This is not to say that the previous regime in Iraq was more favourable to the Iraqis or the geo-political situation. But we should not be helping to perpetuate America’s empire, for empire has no place in the world today. The calls for a global effort to end poverty are mounting and serve as a frank reminder of how appallingly at least one of the continents were treated by colonial powers in the past. As Tariq Ali pointed out recently, ‘the symbiosis of neo-liberal politics and a neo-liberal media helps reinforce the collective memory loss from which the west suffers today’. Should we therefore be waging a war that is seen by much of the world – and not just the extremists - as imperialist?
Bush and Blair have made another sizable ripple in the pool of history: the era of the ‘pre-emptive strike’. There is no denying that the UN is encountering a difficult period but its commitments to multilateralism and military force as a last resort have seen relatively little global conflict since its inception.
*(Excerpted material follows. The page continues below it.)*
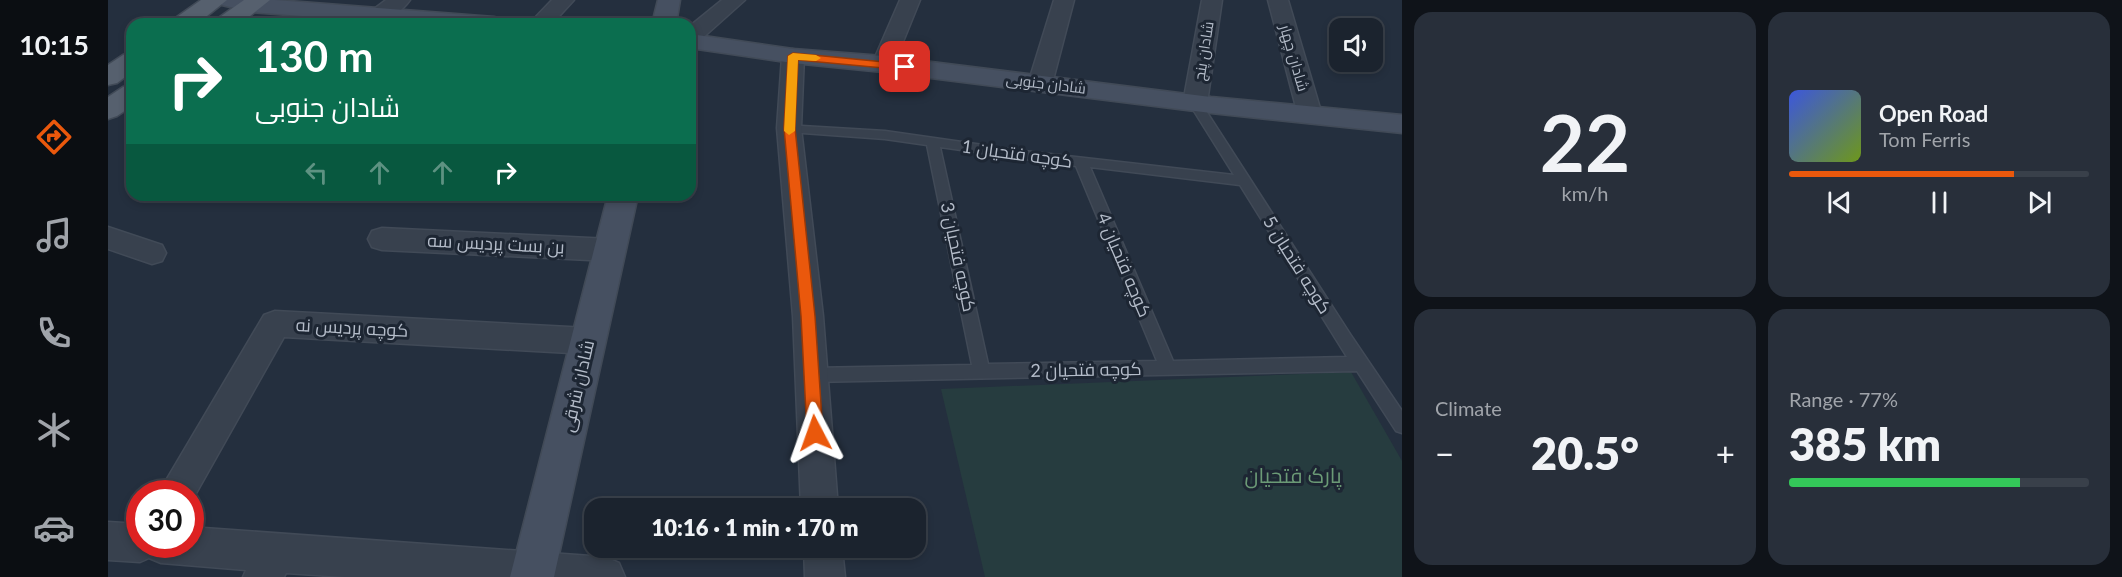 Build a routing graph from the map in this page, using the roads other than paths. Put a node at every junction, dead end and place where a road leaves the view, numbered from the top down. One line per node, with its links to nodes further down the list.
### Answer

At the Nuremberg trials Ribbentrop, the German foreign minister was charged with providing the justification for Hitler’s pre-emptive strike against Norway. This rejection of such a policy has continued throughout the post-war era. Do we really want to resurrect it?
So why should we have gone to war? We are still searching for a justification. A common validation is that Islam is resistant to democracy and this view is proferred by both sides of the political spectrum. It is this philosophy, together with the flippant refusal to learn history’s lessons which constructs the obvious reason why the war should never have happened. It is no coincidence that al-Qaida favoured belligerent Bush over compromising Kerry in the US presidential elections. The war in Iraq is fuelling the war on terror, not winning it.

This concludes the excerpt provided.